昨年末、2度目の「冬ソナ」を観ながら、思った。「まずい、またハマる」と。
それにしても、どうしてなのだろう? われながらギョっとしてしまう。
「冬ソナ」ブームの謎は、さまざまなところで分析されている。
運命に翻弄されるヒロインたちという設定は、「赤いシリーズ」に似ていて、昔のワクワク感がよみがえる。それは同感。
もう少し最近では、「ふぞろいの林檎たち」の感動がよみがえるとか。
いずれにしても、甘い懐かしさが、女性たちを酔わせている秘密……。
でも、待てよ。若かりし頃を回想しているだけで、時間がピタリと止まってない?
恋愛のピークは、あの時代で終わってしまったかのように。
振り返ると、過去は美しいけど、前を見ても、未来にロマンはない!
諦めの気持ちを慰めながら、このドラマを観ているところもある気がする。
大人の恋って、日本では30代止まりでしょ。40代からは「中年の恋」って言うらしい。
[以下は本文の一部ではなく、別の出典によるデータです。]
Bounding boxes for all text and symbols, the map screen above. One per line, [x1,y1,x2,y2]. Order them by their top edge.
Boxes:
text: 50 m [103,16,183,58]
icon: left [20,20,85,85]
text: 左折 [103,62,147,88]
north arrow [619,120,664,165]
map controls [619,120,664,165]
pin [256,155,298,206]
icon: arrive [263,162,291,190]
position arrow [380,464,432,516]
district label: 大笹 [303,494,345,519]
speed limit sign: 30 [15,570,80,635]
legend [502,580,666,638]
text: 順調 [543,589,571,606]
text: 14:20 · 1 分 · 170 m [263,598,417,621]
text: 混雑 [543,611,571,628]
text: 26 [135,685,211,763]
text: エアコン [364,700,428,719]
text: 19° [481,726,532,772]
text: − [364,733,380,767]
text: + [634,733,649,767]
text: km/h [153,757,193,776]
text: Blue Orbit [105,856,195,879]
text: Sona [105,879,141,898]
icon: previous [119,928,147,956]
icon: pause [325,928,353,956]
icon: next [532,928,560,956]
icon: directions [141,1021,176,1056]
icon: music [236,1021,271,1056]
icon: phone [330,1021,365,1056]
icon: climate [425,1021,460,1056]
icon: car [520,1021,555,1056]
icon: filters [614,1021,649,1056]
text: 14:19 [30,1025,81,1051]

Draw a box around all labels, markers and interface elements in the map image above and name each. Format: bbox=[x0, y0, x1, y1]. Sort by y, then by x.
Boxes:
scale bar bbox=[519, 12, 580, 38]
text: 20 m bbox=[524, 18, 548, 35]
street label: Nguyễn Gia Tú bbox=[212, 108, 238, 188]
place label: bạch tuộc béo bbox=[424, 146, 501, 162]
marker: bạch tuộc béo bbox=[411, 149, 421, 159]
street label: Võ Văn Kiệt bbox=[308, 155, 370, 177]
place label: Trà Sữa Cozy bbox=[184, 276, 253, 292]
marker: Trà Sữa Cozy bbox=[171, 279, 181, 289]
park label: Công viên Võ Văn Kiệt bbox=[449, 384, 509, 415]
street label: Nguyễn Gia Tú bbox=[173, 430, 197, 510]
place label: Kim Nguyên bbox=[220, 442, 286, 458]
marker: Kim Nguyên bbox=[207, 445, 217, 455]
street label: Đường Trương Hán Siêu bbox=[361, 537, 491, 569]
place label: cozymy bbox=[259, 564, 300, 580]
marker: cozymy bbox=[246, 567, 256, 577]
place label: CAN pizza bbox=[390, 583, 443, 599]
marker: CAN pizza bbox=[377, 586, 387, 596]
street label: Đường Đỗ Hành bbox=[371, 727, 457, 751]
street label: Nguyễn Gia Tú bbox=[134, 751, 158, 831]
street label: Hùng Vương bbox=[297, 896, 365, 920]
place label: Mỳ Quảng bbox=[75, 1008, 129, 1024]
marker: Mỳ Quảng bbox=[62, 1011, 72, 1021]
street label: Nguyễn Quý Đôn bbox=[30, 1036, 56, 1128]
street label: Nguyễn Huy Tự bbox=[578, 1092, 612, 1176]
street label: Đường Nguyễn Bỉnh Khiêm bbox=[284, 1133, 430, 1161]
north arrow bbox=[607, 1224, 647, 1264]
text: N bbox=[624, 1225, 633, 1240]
ある週刊誌の見出しで、「40代からの中年の恋を考える」と書いてあったし。
「中年の恋」って、淫靡で不健康な響き。しかも、40歳から「中年の恋」だって、ゲッ。
年相応の恋愛観って、あっていいはずなのにね。もちろん、素敵な夫婦愛も。
美しい中年のロマンスは、海外の映画やドラマにはあるけど、現実的じゃない。
「西欧人って、いくつになってもお盛んね」と、揶揄する日本人のほうが多いかも。
で、お先真っ暗の現実や将来には目をつぶり、過ぎ去った後ろばかり見ちゃう。
共感できる大人の恋物語が存在しないから、乙女チックな純愛にワープする。
もし、素敵な「中年の恋―大人の恋―」が成立する社会なら、これほど「冬ソナ」に熱中しないのではないかしら。
「冬ソナ」を観て、ロマンティックな恋愛気分にひたっているときの自分は、精神年齢がぐっと低くなっているみたい。若返るというより、成長が止まってるというか。
いい年して小娘のようにはしゃぐのは、けっこう気味が悪い。と知りながらもね。
でも、恋する中年女(男もだけど)のほうが、イメージ良くないしなぁ。